Atomların var etmediği bir dünyaya gitmek istiyorum. Dokunma hissi için tenime gerek olmadığı bir dünyaya.
ilaçlar midemi yakıyor, gözlerim gitmek üzere.
Yıllardır ölmeden önce söyleyeceğim son sözü düşünürdüm. O sözün vakti geld .. .. ..
--spoiler--
"Bana göre intihar, geride kalanlara yönelik ağır bir suçlamadır. Bu mesajı verebileceğin tıynette insan olmadığını düşününce de intihar etmiyorsun." ismet özel.
böyle düşünüyor, ama bir yandan da intihar etmeye kararlıyım diyorsanız bir şey yazamamak en iyisi.
'hey millet, ben ölmeye karar verdim, niye biliyor musunuz, çünkü yaşım 27'ye geldi dayandı, benim gibiler daha fazla yaşamamalı. Allah korusun, ya ölmeye değil de üremeye karar verseydim! Neyse ki aklım hâlâ başımda, sahneye girmem gereken yeri ayarlayamadım ama çıkmam gereken yeri biliyorum. Kendinize iyi bakın, kötü alışkanlıklardan uzak durun.'
Sizin yuzunuzden psikolojik acilarim fiziksel acilara dönüşmesinden biktim. Benim için canimi yakanlar uzulsun dicem de öyle bi şey mümkün olsa canim yanmazdi.

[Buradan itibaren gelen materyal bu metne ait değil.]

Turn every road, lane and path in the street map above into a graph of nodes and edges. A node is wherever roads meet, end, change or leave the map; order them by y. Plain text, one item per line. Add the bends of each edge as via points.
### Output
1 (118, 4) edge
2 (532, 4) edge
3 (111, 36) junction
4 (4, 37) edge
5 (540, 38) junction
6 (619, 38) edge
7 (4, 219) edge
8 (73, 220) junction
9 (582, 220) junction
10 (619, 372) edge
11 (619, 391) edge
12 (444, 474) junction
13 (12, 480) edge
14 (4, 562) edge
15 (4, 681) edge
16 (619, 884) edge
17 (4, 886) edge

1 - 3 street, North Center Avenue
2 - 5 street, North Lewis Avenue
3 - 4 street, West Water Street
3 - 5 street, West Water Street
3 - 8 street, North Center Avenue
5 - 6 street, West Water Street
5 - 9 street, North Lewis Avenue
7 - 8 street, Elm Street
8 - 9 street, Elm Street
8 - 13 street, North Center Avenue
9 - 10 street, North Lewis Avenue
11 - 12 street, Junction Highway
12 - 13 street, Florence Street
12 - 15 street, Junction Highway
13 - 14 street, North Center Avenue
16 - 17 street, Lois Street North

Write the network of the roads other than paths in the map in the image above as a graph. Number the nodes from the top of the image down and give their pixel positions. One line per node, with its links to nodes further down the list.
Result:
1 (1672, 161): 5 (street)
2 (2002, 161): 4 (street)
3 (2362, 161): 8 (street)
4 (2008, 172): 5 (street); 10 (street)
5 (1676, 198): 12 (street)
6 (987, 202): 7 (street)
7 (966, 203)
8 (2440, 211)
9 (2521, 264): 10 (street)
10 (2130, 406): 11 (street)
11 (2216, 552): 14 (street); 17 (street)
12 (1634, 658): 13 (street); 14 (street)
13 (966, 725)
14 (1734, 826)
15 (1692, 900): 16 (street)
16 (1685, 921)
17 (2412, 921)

Bir yanim deniz bir yanim çöl eyvallah.
beni bulan ve cesedime bakan piç öyle bakma bana. kendimi astım ve kurtuldum lan.
ah ah anneler ve babalar der ki o evladım öleceğine ben ölseydim keşke. anne baba çok yalnızım burada götünüz yiyorsa kendinizi öldürün ve beni bu gittiğim ölülerin yerinde yalnız bırakmayın.
bu dünyaya kendi isteğim ile gelmedim ama lütfen izin verin kendi isteğim ile ayrılayım demek isterdim hepinize ama diyemedim ve yazdım.